Given the Phase I experience of massive sediment mobilization by clamshell dredging, I have raised the issue of whether dredging should continue with Phase II. This issue is specifically precluded from Peer Review Panel consideration, but it should be added to the purview of the Panel. If Phase II is to be implemented, alternative technologies should be considered, such as use of dredging enclosures (one technology of this sort is termed ELB, for Environmental Lunch Box) and/or hydraulic dredging (also termed vacuum or suction dredging).
As a final issue I introduce the movie version of Isaac Asimov’s wonderful Sci-Fi novel “I Robot.” The holographic image of the deceased robot inventor advises that “My responses are limited… You must ask the right question.” In evaluating Phase I of the Hudson River PCB dredging project, some of the wrong questions have been asked; and wrong, irrelevant, or only partially relevant answers therefore obtained. I give several examples of how the wrong questions can be and should be converted to the right questions:
WRONG: What is the composition of PCB sheens found during dredging?
RIGHT: Where is the source of the sheens, and what is their composition, volume, and potential for mobilization with further (clamshell) dredging?
--2. DREDGE PASSES
WRONG: What is the optimum number of dredge passes needed to complete and close a five-acre dredging Certification Unit?
RIGHT: What is the minimum number of dredge bites (or ‘cuts’), and therefore the minimum degree of mobilization of PCB-tainted sediments, associated with completing and closing a five-acre dredging Certification Unit?
WRONG: What strategies can be employed to keep resuspension and downstream transport of PCB-tainted sediments within acceptable limits defined by EPA’s benefit criterion?
RIGHT: What strategies can be employed to keep dredging impacts, including resuspension and downstream transport, within acceptable limits?
--4. AIRBORNE PCB
WRONG: What concentrations of airborne PCB are measured by mobile detectors on opposite shores adjacent to dredge platforms?

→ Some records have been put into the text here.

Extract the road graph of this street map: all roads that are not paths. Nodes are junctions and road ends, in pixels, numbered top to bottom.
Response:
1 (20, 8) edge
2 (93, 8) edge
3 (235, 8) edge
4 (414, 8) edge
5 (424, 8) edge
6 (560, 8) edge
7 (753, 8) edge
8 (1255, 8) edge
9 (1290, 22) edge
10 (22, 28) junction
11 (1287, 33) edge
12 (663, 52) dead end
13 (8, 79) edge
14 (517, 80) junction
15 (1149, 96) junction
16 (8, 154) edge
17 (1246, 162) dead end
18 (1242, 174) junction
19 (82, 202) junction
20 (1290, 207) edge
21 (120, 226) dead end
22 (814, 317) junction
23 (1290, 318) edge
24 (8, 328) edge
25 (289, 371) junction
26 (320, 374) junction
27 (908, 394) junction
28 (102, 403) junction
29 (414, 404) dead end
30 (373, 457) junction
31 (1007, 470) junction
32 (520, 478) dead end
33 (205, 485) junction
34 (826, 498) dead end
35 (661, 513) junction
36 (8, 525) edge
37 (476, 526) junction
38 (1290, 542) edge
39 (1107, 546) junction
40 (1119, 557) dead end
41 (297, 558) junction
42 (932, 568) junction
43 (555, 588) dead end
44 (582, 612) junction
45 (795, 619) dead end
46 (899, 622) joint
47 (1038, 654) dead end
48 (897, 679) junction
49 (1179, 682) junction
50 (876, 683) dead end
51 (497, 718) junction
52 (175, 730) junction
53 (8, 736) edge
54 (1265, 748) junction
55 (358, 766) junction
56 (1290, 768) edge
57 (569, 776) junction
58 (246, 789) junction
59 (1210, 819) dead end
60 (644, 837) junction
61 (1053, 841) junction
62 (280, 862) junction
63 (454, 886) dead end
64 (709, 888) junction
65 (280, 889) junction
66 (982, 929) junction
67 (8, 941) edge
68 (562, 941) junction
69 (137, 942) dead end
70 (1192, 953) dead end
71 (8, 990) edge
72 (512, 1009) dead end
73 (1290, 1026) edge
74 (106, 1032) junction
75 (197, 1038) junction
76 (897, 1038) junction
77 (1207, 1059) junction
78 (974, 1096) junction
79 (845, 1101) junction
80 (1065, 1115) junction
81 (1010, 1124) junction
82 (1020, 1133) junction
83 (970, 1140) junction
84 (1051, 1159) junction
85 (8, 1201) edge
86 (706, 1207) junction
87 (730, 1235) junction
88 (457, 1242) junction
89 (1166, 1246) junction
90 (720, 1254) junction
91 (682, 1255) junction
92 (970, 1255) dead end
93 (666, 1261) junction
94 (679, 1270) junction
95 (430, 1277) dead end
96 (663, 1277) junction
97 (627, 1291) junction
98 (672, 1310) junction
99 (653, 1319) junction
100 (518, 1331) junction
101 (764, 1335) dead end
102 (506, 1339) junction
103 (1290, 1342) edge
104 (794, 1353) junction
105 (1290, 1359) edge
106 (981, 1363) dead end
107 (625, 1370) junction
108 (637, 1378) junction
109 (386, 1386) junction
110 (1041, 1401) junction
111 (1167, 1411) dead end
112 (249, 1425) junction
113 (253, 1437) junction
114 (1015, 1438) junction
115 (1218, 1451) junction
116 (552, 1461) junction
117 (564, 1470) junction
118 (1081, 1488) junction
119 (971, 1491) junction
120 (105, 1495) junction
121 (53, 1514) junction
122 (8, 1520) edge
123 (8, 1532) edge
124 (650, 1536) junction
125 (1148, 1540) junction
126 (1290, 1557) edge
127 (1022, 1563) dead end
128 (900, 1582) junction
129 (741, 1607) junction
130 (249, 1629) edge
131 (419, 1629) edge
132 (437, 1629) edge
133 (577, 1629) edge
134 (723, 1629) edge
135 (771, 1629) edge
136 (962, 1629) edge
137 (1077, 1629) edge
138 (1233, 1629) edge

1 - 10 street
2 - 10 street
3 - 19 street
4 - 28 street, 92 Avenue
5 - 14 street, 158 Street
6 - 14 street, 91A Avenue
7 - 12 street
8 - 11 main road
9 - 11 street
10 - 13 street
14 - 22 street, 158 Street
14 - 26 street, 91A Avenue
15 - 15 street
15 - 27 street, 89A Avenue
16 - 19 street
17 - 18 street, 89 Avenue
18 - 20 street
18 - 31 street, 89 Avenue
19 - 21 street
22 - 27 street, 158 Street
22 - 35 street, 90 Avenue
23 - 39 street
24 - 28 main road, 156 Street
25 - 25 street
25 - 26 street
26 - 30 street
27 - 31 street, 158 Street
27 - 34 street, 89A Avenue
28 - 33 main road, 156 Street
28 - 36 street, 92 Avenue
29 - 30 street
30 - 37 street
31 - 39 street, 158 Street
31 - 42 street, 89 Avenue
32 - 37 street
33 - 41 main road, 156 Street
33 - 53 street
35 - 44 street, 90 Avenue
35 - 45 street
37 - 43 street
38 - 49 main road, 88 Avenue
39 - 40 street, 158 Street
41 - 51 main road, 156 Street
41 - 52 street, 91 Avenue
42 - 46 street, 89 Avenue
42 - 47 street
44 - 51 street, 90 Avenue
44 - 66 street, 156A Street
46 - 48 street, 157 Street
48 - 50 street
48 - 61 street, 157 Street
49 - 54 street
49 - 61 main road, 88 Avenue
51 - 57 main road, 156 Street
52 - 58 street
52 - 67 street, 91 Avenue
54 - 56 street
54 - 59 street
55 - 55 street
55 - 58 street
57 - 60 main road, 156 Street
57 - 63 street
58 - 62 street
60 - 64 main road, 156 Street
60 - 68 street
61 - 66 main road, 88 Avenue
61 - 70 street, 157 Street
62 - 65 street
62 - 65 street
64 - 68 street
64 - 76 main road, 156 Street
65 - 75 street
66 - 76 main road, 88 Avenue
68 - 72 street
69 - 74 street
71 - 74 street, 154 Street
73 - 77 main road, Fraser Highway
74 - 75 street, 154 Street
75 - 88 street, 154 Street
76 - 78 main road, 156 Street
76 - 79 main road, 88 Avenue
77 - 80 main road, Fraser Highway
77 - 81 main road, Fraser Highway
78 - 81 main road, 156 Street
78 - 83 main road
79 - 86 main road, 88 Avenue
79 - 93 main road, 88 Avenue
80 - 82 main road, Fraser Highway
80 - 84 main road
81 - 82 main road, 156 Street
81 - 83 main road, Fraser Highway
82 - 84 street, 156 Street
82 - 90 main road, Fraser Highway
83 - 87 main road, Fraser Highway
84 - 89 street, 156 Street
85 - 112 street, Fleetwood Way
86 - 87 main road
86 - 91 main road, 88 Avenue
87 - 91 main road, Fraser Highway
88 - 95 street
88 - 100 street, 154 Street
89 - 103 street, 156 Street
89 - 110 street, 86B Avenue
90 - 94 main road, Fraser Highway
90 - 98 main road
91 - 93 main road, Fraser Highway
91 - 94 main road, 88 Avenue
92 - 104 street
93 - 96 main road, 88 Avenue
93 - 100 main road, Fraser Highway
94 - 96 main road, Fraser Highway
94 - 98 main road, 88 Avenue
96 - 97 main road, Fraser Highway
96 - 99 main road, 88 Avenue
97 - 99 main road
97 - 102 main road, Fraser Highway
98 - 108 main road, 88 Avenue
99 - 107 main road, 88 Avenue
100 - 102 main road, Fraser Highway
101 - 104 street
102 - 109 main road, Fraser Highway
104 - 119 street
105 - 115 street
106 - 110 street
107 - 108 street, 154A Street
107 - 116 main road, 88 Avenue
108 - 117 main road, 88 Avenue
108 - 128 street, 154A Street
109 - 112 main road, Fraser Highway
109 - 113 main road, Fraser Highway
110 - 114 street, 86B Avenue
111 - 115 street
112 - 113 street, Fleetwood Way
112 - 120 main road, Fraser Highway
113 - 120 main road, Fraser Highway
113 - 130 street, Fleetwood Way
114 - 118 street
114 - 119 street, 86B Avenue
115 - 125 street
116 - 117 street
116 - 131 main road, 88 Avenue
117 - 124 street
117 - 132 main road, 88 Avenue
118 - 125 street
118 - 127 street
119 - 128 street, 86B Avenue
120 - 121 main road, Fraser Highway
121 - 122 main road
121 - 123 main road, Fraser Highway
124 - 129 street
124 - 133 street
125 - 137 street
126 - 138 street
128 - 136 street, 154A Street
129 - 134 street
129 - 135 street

RIGHT: What are the anticipated maximum, steady state, and evolving air impacts of PCB dredging at Hudson River communities during active dredging, between dredging Phase I and Phase II, and following dredging completion as modeled for a perod of years, and as confirmed by a permanent array of air monitors if further dredging goes forward?
Issues raised above are amplified and technically supported in earlier posts on this blog.
1. GE. Phase I Evaluation Report: Hudson River PCBs Superfund Site. Draft report prepared for General Electric Company (Albany, New York) by: Anchor QEA (Glens Falls, New York) and Arcadis (Syracuse, New York); 191 pages plus tables, figures, and appendices; Appendix G, Table G-1, 44 pages; January 2010.